L’une des faiblesses de l’administration n’est-elle pas aussi l’absence de cadres compétents aux postes où l’on en a besoin ?
La fonction publique ne manque pas de cadres compétents. Mais certaines compétences sont peut-être trop peu utilisées ou n’ont pas été assez mises à jour dans le cadre de la formation continue.
Il faut aussi reconnaître que les bons cadres préfèrent se réfugier dans des projets privés où ils sont mieux payés que dans la fonction publique. C’est pourquoi nous disons que nous ne pouvons pas continuer dans cet éternel renouvellement de projets qui génèrent des ressources pour leurs opérateurs sans produire de résultats pour le pays et les populations.

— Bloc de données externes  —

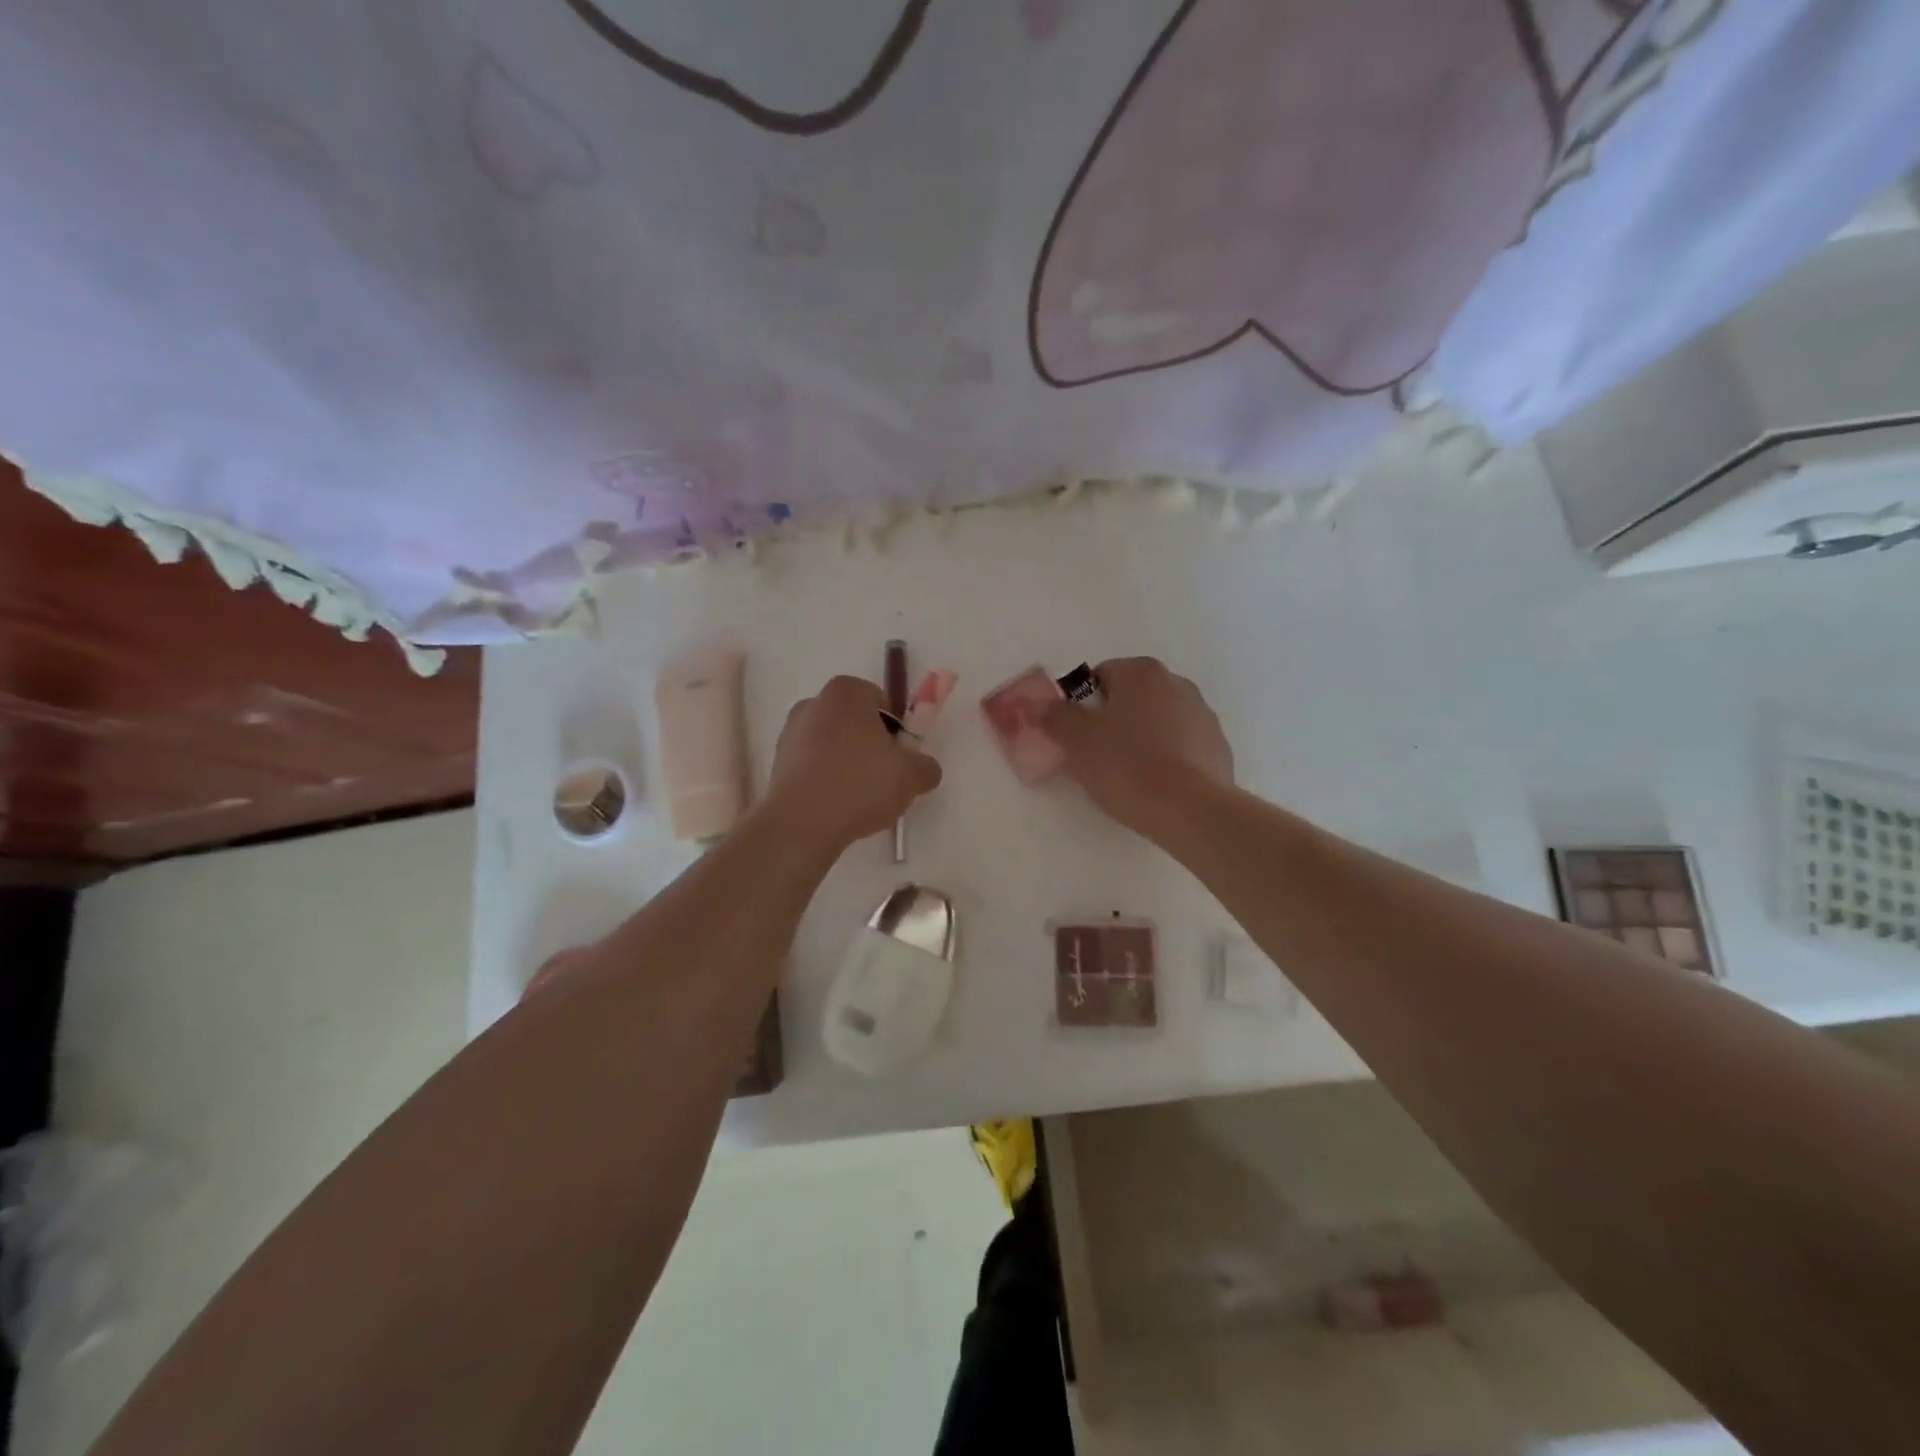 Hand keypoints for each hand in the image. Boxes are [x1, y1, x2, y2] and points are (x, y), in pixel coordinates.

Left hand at [763, 675, 942, 850]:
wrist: (802, 823)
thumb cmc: (861, 783)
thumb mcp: (912, 776)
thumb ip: (926, 766)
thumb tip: (924, 768)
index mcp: (846, 692)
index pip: (880, 701)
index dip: (896, 728)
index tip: (901, 756)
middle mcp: (813, 703)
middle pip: (854, 721)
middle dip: (870, 744)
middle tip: (885, 777)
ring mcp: (790, 733)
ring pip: (832, 744)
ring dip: (847, 763)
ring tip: (860, 798)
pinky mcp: (777, 763)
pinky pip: (812, 766)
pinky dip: (826, 780)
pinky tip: (837, 806)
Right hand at [1039, 657, 1232, 837]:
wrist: (1191, 811)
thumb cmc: (1128, 767)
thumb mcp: (1077, 742)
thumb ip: (1055, 717)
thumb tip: (1041, 704)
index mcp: (1141, 672)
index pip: (1100, 676)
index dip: (1082, 706)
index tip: (1077, 737)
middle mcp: (1177, 683)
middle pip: (1131, 697)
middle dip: (1112, 721)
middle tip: (1097, 757)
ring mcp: (1203, 714)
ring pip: (1157, 721)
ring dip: (1141, 738)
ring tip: (1128, 776)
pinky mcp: (1218, 746)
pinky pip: (1181, 745)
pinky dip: (1167, 758)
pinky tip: (1157, 786) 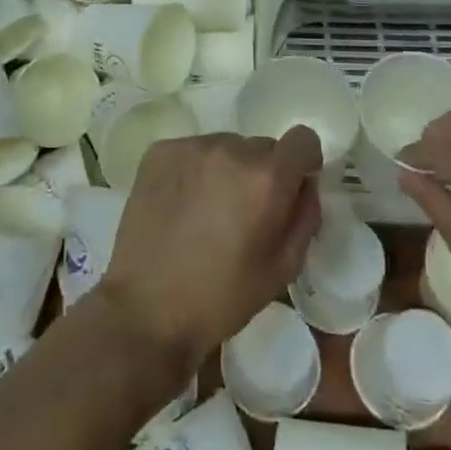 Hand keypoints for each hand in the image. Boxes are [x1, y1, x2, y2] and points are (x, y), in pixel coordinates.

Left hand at [101, 130, 323, 372]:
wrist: (145, 310)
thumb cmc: (221, 298)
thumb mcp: (282, 268)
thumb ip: (305, 216)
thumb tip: (305, 184)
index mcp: (266, 178)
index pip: (303, 139)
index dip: (302, 163)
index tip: (290, 189)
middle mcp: (230, 148)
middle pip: (262, 146)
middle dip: (262, 173)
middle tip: (243, 213)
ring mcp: (191, 146)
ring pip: (226, 147)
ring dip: (227, 170)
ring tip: (208, 211)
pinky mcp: (159, 151)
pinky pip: (193, 151)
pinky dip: (195, 171)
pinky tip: (182, 206) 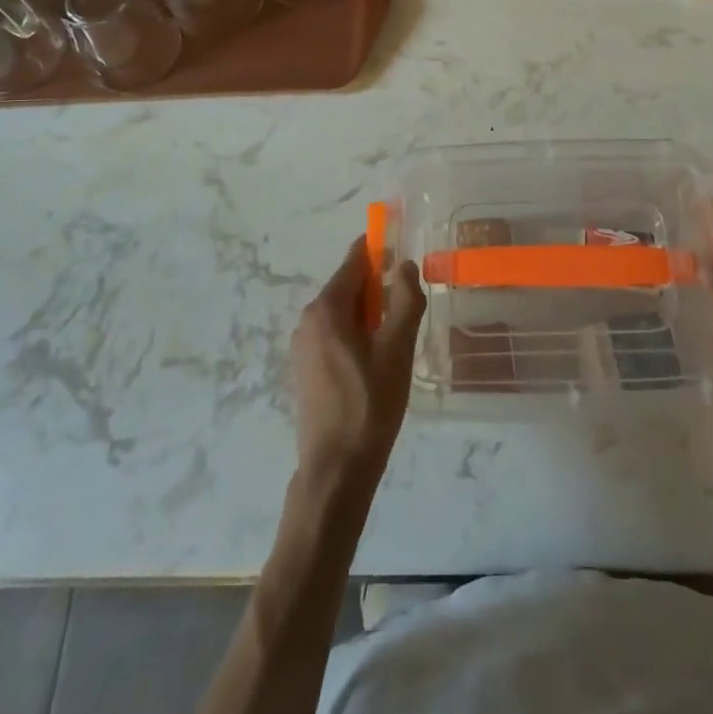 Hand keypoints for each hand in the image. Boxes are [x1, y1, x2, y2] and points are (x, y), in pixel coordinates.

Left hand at [291, 236, 424, 495]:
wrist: (336, 470)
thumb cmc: (370, 404)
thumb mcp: (397, 348)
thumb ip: (405, 300)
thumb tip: (404, 264)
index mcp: (327, 308)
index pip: (354, 261)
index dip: (378, 248)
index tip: (401, 243)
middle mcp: (308, 320)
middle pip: (348, 286)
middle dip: (378, 286)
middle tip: (409, 300)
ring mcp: (303, 346)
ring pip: (342, 313)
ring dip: (369, 312)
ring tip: (398, 334)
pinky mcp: (306, 369)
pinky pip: (334, 334)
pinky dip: (357, 333)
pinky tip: (377, 359) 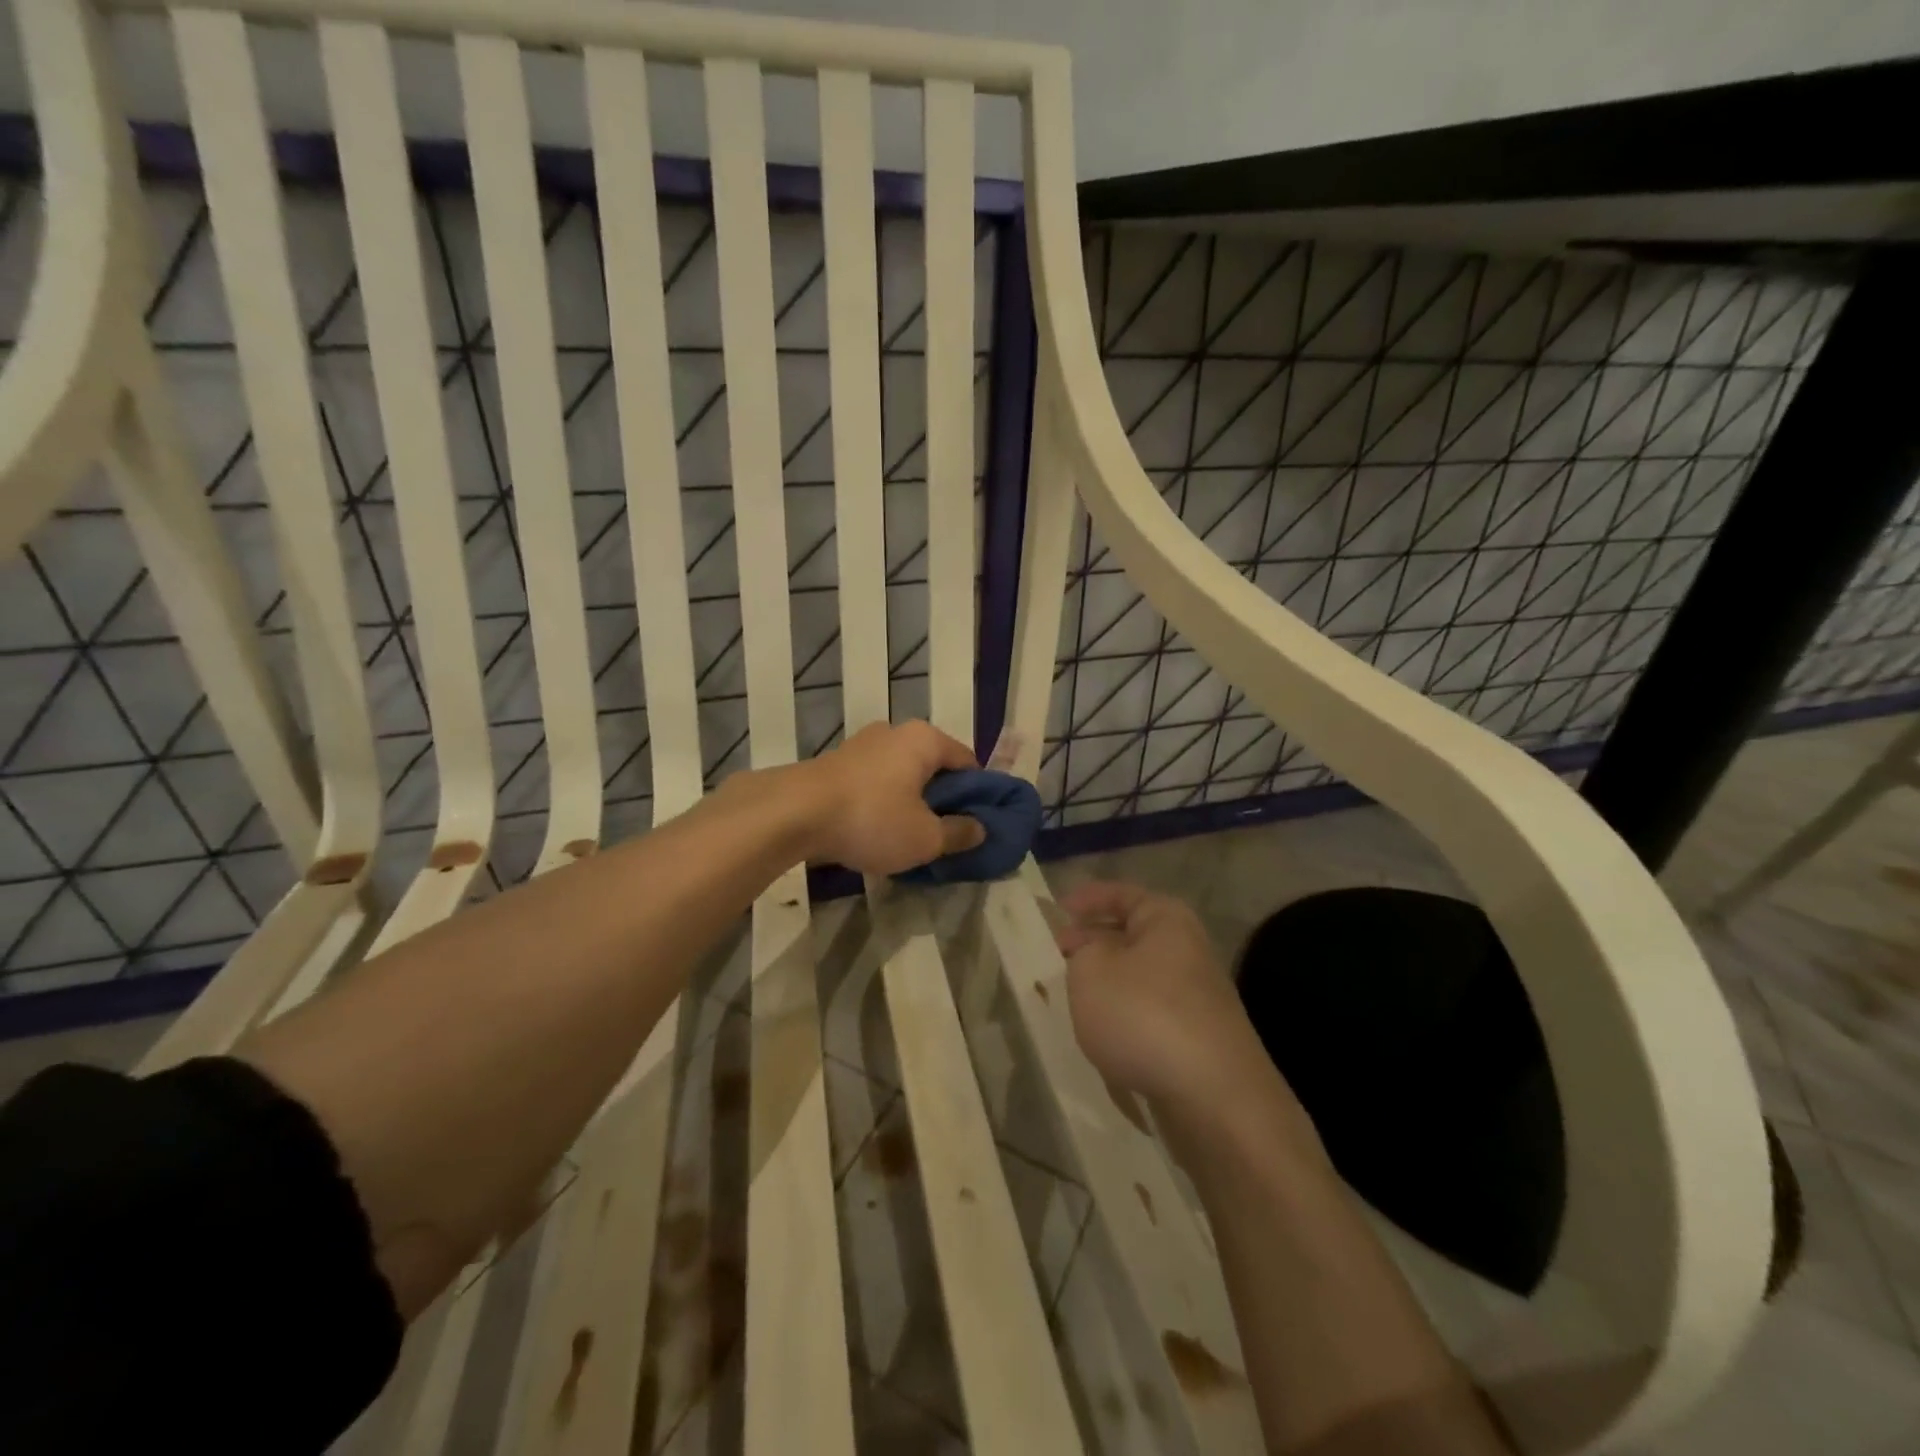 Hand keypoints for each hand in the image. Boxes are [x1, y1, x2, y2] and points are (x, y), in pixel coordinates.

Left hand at [799, 720, 986, 875]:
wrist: (793, 814)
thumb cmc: (872, 818)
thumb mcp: (925, 838)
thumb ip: (958, 833)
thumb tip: (980, 828)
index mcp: (925, 739)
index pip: (968, 762)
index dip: (978, 794)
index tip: (977, 824)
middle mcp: (895, 732)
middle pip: (933, 767)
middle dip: (942, 799)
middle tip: (945, 834)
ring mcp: (861, 745)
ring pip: (901, 775)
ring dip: (910, 802)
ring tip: (910, 837)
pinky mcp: (836, 763)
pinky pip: (874, 782)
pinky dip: (882, 802)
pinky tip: (877, 831)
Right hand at [1054, 882, 1269, 1114]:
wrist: (1213, 1097)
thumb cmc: (1144, 1016)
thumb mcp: (1090, 971)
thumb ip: (1081, 953)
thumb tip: (1092, 954)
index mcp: (1166, 919)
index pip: (1120, 894)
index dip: (1086, 898)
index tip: (1057, 910)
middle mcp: (1187, 949)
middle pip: (1131, 934)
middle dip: (1093, 941)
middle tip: (1057, 953)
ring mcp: (1196, 996)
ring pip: (1138, 976)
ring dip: (1106, 981)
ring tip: (1072, 994)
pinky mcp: (1196, 1037)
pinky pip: (1149, 1012)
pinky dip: (1124, 1014)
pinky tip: (1103, 1033) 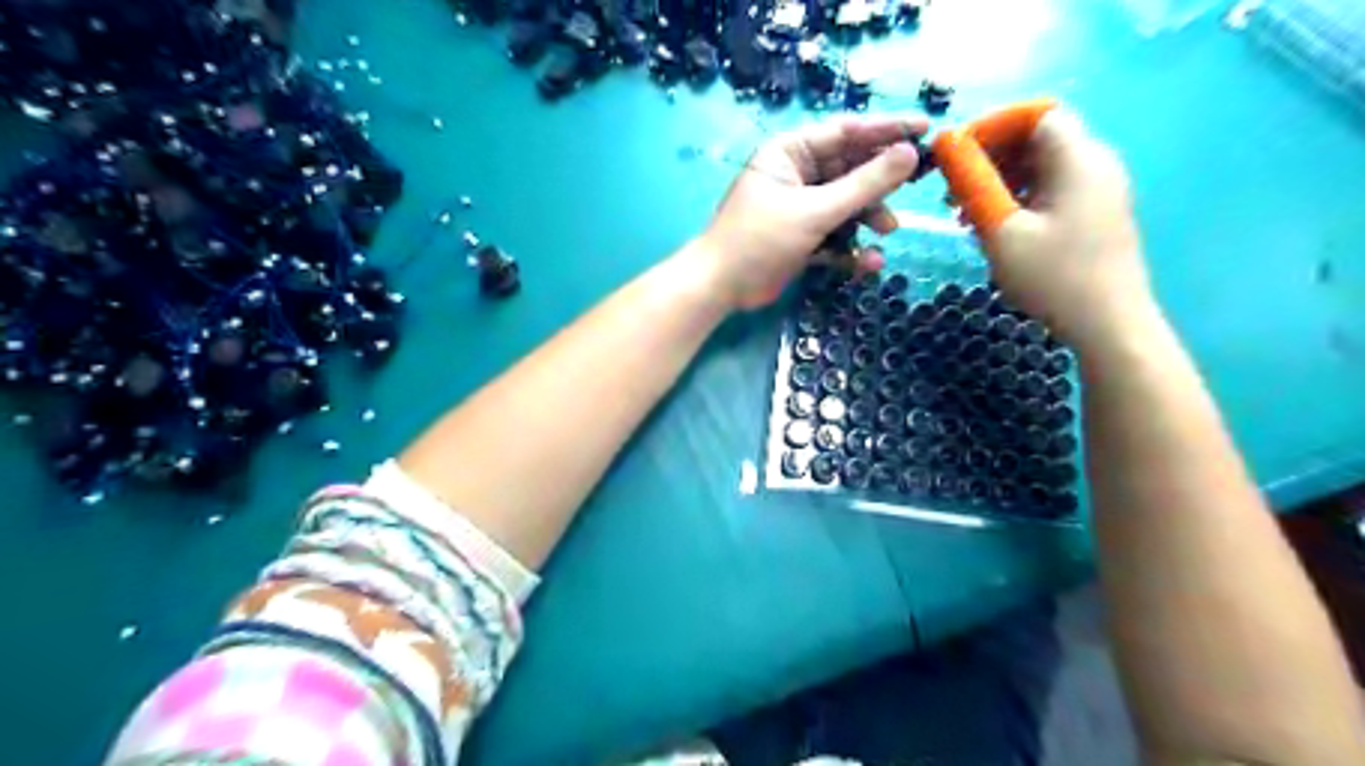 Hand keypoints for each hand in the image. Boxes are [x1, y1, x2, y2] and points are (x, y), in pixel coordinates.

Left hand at [694, 114, 926, 308]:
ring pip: (847, 204)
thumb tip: (909, 155)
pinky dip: (852, 248)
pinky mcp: (802, 238)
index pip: (846, 131)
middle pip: (850, 169)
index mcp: (791, 152)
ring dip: (869, 217)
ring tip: (887, 230)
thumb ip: (865, 185)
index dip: (887, 130)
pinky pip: (836, 235)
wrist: (721, 288)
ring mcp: (800, 208)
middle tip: (914, 187)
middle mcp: (797, 175)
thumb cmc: (760, 240)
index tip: (926, 130)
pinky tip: (868, 262)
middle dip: (880, 183)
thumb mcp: (815, 211)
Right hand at [975, 109, 1155, 353]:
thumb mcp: (1002, 230)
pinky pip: (1054, 188)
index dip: (992, 126)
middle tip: (953, 191)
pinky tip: (996, 226)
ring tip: (966, 214)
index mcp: (1078, 159)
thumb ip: (974, 184)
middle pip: (1039, 138)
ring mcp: (1100, 190)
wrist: (1109, 324)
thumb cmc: (1053, 276)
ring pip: (1044, 165)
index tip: (957, 155)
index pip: (1035, 114)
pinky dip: (1020, 197)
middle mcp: (1095, 163)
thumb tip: (948, 145)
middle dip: (992, 156)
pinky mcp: (1097, 213)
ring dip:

Et c’est la raison pour laquelle nous avons suggéré une réforme qui a été mal comprise par certains, qui ont estimé que l’État, en voulant utiliser une partie des ressources des projets pour évaluer leur efficacité, chercherait en fait à s’approprier ces ressources – lesquelles, du reste, ont été mobilisées au nom des populations tchadiennes.
L’un des principaux axes du prochain PND est le Plan d’industrialisation et de diversification de l’économie. Pouvez-vous nous en dire deux mots ?
Ce plan est le plus grand jamais élaboré au Tchad en matière de diversification de l’économie, à travers les industries que nous allons installer. Ainsi, nous aurons sous peu d’importantes discussions sur la filière bétail-viande, pour tirer profit de notre immense cheptel [plus de 100 millions de têtes].
Notre vision est de privilégier l’investissement privé, comme dans le cas de la CotonTchad SN, dont 60 % des parts ont été vendues au singapourien Olam, pour créer de l’emploi mais aussi pour favoriser le marché local, qui importe beaucoup.
Imaginez : le nombre d’élèves qui vont à l’école à travers le pays et qui pourraient être habillés par la nouvelle société de textile implantée à Sarh ! Le marché est là et ne demande qu’à consommer…
Sauf que le coût de production favorise les produits chinois…
Le coût de l’électricité est l’un des principaux facteurs du renchérissement des produits manufacturés localement. Nous avons intégré ce facteur en privilégiant le solaire, qui est moins onéreux, et allons investir dans des parcs solaires qui augmenteront la capacité de 100 mégawatts (MW) à N’Djamena et de 900 MW pour les villes de province, entre deux à trois ans.
S’y ajoutent les efforts de désenclavement. Nous avons presque bouclé le financement de la construction de la route Abéché-Adré, à la frontière avec le Soudan, qui va nous ouvrir un corridor supplémentaire vers Port-Soudan.
Avec la Banque mondiale et l’Union européenne, nous sommes en train de boucler le financement pour la réhabilitation du tronçon Bongor-Moundou-Koutéré, à la frontière avec le Cameroun. Ces réalisations nous permettront de concrétiser une bonne partie du PND 2017-2021 et, surtout, de mieux préparer le plan suivant.